Granzyme B from mast cells contributes to choroidal neovascularization in a model of wet age-related macular degeneration.

Abstract

PURPOSE: Wet age-related macular degeneration (AMD) is characterized by choroidal neovascularization (CNV), yet current anti-VEGF therapies are ineffective in many patients. This study investigates the role of mast cell-derived granzyme B (GzmB), a serine protease responsible for the abnormal cleavage of the extracellular matrix in the outer retina. METHODS: Human and mouse choroidal tissues were analyzed for mast cell distribution, GzmB expression, and age-related changes. An ex vivo choroidal sprouting assay (CSA) was used to evaluate the effects of mast cell degranulation and/or stabilization, and the pharmacologic inhibition of GzmB, using tissues from wild-type and GzmB knockout (KO) mice. RESULTS: Aging increased mast cell accumulation and degranulation in both the human and mouse choroid, leading to elevated GzmB. GzmB KO mice exhibited reduced choroidal sprouting, and exogenous GzmB promoted angiogenesis.
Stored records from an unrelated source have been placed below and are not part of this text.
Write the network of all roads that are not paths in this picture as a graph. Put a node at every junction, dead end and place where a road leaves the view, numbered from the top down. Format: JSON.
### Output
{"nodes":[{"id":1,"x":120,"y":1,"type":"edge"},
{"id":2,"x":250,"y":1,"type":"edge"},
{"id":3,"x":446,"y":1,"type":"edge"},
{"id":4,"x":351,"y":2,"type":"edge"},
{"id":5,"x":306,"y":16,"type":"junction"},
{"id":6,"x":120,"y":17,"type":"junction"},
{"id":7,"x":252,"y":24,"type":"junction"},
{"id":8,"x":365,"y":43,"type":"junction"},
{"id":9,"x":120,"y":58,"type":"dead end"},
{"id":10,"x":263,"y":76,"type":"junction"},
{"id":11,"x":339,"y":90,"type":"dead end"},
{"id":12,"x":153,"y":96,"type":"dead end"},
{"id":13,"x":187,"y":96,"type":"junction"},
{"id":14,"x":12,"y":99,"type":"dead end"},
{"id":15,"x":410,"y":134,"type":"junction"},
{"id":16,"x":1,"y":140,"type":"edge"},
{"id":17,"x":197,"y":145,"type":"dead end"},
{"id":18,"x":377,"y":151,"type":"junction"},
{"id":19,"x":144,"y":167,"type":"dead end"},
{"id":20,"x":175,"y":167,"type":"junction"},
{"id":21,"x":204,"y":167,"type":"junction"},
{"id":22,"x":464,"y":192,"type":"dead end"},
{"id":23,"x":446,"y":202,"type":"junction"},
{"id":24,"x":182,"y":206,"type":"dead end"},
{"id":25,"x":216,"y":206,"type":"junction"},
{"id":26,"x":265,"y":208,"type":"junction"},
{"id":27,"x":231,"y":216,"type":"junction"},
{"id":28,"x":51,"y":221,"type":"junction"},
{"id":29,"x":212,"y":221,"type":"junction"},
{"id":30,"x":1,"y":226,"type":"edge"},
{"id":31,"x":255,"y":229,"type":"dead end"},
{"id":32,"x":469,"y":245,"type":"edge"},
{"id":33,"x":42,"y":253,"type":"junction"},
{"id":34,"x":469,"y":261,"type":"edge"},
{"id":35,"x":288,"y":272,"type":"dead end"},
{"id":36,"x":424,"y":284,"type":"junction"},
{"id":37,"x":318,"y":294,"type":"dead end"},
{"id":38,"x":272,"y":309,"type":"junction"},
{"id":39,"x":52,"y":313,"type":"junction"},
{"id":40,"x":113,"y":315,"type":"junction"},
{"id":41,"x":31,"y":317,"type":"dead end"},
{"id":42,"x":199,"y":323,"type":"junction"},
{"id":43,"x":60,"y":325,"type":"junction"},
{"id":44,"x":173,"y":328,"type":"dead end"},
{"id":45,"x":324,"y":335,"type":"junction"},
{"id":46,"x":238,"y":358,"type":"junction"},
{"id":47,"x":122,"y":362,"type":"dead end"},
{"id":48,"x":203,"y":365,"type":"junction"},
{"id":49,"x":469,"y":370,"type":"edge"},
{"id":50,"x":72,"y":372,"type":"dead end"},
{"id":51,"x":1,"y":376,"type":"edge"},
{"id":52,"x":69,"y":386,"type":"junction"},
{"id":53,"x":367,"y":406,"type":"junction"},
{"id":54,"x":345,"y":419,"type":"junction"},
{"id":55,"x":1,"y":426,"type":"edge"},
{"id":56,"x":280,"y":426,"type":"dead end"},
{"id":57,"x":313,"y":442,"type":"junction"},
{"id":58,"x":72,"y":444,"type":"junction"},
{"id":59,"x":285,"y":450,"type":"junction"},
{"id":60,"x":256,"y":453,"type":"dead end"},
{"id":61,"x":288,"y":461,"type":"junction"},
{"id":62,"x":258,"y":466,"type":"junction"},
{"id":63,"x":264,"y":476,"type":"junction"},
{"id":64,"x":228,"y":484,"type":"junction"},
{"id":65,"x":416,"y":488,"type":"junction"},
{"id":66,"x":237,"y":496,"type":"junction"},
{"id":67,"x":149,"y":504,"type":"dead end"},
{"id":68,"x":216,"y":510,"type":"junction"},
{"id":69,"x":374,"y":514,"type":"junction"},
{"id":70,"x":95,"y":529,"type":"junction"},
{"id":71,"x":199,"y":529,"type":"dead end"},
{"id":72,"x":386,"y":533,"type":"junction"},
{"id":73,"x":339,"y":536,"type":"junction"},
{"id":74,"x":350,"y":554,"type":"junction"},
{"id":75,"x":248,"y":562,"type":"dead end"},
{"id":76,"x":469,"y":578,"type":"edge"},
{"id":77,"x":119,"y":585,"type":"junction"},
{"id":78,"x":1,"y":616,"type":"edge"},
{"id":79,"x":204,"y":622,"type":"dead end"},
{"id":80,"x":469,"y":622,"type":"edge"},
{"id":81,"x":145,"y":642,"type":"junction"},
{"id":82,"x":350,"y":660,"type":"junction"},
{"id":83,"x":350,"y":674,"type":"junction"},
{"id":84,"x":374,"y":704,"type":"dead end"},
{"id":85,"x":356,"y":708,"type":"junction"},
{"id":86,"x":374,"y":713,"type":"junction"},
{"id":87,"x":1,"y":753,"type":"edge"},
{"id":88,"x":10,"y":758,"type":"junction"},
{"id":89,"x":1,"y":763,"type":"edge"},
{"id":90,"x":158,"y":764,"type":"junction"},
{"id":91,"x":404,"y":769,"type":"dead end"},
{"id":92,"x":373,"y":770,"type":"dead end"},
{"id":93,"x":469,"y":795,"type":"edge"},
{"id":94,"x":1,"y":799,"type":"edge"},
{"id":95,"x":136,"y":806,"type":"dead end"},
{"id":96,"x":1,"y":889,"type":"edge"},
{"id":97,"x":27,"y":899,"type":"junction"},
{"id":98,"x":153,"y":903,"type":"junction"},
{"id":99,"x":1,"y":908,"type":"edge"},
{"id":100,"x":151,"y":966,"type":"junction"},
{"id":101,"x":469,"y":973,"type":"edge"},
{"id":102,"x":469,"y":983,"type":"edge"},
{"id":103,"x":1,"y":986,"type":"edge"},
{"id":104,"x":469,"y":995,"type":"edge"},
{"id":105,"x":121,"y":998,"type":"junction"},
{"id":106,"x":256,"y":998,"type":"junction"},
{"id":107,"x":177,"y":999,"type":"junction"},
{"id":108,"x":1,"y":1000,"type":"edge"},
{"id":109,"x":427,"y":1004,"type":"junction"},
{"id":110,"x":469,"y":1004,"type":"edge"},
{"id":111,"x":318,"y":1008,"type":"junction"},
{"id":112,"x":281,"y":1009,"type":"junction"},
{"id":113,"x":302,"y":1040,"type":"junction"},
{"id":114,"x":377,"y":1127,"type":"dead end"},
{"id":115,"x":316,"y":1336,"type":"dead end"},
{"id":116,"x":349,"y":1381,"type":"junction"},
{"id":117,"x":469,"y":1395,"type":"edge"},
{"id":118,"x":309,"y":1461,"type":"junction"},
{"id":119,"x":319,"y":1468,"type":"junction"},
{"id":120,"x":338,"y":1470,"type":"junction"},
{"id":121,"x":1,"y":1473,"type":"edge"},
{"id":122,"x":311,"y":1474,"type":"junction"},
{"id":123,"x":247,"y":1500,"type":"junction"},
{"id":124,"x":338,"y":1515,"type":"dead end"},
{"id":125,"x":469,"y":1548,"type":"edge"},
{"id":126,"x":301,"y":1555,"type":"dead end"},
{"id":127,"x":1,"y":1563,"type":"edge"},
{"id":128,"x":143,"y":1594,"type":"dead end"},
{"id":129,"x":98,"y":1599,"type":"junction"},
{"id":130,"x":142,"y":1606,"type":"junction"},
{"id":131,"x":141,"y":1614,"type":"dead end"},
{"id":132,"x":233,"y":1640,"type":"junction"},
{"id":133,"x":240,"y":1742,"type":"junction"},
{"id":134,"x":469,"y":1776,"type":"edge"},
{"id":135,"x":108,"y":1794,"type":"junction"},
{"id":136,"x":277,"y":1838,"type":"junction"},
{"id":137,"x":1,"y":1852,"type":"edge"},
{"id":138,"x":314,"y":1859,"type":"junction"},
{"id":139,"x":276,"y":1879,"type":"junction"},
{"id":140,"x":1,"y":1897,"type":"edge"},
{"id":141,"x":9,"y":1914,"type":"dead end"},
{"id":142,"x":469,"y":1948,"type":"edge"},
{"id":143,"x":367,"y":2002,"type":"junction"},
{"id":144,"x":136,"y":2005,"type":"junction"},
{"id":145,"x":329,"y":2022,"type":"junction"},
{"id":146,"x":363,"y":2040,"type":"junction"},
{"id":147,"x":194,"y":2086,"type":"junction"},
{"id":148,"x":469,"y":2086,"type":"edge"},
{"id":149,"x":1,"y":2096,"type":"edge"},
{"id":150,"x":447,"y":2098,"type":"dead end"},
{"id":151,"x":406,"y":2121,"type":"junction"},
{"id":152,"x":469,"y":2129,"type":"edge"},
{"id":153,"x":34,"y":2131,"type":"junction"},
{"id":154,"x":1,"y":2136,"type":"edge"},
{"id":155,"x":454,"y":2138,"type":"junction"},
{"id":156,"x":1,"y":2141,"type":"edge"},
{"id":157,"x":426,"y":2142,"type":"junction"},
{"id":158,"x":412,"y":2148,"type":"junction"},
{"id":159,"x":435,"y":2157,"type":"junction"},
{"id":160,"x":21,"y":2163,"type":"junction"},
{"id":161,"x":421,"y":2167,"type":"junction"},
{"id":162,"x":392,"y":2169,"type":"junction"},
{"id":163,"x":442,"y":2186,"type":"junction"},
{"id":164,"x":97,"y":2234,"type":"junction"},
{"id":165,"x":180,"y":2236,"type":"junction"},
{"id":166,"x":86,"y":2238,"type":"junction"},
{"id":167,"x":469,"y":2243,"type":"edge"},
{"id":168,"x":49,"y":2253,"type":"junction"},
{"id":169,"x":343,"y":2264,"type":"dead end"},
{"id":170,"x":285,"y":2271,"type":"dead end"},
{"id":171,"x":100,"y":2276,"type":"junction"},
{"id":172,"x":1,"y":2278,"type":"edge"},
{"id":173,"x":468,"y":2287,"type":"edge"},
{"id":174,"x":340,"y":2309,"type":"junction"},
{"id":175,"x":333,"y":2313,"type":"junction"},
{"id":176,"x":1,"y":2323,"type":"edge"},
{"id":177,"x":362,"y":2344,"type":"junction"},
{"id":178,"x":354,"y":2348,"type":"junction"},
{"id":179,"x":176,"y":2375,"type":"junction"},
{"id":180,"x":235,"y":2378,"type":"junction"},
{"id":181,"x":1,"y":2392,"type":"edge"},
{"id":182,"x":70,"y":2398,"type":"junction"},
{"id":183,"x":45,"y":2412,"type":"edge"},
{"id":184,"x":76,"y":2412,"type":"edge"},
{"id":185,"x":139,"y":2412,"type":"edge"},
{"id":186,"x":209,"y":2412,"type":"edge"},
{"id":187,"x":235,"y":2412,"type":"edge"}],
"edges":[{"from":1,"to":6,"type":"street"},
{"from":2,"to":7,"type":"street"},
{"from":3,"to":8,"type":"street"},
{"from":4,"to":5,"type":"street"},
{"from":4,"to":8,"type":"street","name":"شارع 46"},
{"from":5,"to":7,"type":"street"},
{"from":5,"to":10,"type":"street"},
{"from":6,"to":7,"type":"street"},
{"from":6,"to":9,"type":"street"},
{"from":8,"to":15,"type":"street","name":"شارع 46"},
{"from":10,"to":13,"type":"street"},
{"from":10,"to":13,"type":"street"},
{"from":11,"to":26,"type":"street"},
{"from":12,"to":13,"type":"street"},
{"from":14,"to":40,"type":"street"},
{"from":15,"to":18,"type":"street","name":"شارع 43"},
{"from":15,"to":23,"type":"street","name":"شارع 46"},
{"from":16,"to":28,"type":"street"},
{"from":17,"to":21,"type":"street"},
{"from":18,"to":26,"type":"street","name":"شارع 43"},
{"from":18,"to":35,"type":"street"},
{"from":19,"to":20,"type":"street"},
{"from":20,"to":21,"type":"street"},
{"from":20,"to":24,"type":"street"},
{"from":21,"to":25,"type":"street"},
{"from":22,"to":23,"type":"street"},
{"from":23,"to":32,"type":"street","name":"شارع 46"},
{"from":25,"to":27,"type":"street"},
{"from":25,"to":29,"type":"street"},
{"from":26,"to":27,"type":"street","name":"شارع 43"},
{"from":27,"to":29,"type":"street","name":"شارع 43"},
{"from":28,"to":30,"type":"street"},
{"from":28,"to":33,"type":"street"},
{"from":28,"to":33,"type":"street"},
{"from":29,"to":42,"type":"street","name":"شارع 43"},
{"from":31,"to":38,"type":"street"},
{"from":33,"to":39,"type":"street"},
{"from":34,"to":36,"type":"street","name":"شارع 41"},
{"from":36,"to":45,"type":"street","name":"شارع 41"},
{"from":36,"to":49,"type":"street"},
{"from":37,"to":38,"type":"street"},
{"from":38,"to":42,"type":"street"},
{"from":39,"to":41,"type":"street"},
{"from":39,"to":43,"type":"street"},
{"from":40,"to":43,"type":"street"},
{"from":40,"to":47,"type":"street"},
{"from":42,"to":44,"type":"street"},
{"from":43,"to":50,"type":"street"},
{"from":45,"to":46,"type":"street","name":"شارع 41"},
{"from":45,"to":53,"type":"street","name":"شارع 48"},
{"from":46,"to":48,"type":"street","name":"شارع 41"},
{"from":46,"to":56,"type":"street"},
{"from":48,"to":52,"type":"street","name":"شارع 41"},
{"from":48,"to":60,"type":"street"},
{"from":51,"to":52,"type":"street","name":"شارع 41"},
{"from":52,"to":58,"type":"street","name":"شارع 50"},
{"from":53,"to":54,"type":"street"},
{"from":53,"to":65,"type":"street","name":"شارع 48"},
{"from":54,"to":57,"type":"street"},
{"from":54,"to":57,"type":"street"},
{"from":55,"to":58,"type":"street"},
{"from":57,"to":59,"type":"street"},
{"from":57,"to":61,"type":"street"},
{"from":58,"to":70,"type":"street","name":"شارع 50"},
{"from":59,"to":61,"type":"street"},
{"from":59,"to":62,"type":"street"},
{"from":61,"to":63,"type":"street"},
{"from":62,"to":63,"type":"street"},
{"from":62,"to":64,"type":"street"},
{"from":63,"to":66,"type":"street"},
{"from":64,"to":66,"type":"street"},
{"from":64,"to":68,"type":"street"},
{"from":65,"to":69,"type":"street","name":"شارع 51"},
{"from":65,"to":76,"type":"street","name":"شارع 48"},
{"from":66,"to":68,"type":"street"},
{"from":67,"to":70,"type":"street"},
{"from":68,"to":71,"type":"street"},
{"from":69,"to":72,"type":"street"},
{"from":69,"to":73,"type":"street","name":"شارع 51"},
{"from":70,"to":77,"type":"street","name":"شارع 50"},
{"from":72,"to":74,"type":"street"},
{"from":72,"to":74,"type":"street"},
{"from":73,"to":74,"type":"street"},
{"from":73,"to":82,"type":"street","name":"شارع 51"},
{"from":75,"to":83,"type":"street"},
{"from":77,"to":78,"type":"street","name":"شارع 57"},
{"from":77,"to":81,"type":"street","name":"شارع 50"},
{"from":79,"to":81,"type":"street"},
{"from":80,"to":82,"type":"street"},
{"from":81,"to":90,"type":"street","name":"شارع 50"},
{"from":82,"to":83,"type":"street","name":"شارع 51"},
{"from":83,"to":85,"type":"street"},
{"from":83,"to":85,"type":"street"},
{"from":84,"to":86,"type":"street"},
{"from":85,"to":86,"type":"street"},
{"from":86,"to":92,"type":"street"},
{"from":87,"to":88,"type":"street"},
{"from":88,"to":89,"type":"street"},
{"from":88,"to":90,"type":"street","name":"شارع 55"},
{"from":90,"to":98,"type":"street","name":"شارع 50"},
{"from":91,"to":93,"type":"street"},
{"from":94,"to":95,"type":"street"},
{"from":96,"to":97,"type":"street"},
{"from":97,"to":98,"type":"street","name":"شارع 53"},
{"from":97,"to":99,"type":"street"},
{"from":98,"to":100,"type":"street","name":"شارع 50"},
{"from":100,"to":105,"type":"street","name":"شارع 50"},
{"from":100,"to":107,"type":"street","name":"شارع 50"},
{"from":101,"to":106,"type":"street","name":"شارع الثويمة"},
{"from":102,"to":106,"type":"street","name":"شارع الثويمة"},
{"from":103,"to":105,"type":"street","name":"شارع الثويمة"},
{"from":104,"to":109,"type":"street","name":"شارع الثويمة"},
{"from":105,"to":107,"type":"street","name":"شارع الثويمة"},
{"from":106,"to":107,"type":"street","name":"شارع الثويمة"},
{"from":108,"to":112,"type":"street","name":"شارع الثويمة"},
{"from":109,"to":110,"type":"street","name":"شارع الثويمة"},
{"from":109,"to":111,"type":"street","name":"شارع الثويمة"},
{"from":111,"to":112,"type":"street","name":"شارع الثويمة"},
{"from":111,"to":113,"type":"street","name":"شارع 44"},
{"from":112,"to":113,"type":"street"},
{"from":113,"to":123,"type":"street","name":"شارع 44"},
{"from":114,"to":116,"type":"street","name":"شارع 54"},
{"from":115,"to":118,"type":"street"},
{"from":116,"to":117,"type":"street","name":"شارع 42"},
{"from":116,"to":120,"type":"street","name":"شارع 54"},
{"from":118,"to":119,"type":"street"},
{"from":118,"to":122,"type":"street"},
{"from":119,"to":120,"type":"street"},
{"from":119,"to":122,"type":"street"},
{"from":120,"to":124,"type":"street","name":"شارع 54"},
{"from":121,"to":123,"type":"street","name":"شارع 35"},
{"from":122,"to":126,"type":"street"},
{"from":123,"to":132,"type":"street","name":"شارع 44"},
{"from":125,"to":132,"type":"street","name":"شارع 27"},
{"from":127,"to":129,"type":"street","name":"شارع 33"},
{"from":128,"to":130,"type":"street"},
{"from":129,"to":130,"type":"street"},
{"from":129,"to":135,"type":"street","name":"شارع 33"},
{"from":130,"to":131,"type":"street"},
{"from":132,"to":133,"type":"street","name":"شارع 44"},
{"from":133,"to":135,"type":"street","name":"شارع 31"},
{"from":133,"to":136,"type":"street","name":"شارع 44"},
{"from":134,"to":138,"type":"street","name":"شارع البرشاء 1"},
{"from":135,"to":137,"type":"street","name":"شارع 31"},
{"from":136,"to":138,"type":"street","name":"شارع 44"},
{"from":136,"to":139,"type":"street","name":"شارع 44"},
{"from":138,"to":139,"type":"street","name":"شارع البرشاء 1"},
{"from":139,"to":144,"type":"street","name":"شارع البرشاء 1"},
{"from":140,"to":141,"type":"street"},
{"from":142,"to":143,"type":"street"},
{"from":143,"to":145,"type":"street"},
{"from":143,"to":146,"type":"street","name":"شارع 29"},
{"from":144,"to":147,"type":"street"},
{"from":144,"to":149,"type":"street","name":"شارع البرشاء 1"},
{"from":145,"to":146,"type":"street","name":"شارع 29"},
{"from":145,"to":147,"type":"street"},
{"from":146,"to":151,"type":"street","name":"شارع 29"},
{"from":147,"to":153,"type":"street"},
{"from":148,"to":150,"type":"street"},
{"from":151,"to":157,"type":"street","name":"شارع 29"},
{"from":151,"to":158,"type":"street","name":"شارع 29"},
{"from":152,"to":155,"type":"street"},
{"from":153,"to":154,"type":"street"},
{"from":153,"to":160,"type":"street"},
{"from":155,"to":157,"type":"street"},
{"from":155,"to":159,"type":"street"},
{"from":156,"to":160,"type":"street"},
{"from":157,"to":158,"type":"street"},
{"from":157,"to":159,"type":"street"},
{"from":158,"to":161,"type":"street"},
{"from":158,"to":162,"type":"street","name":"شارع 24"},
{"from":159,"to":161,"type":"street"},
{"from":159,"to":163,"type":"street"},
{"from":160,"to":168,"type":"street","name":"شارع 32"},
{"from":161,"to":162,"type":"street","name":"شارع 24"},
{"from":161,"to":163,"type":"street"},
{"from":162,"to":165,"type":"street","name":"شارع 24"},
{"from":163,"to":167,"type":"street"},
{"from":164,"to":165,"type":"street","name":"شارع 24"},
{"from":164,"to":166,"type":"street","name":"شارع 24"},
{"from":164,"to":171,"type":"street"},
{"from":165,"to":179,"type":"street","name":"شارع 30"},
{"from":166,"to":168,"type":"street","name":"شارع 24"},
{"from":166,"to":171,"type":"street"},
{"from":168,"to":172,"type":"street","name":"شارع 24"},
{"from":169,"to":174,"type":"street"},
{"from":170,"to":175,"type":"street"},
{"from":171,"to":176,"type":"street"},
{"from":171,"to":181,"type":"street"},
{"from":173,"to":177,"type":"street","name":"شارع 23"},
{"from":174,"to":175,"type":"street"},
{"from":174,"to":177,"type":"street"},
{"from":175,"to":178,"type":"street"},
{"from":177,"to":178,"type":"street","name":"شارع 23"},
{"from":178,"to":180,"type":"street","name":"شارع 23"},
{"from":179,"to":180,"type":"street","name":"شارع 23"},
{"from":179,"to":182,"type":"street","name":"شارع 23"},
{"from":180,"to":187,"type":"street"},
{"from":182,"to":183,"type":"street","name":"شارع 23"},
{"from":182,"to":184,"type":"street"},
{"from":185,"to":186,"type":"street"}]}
Both GzmB inhibition and mast cell stabilization suppressed angiogenic events, confirming GzmB's role in mast cell-driven angiogenesis. CONCLUSIONS: GzmB is a key mediator of mast cell-induced CNV. Targeting GzmB, either directly or through mast cell stabilization, offers a promising strategy for reducing angiogenesis in a condition such as wet AMD.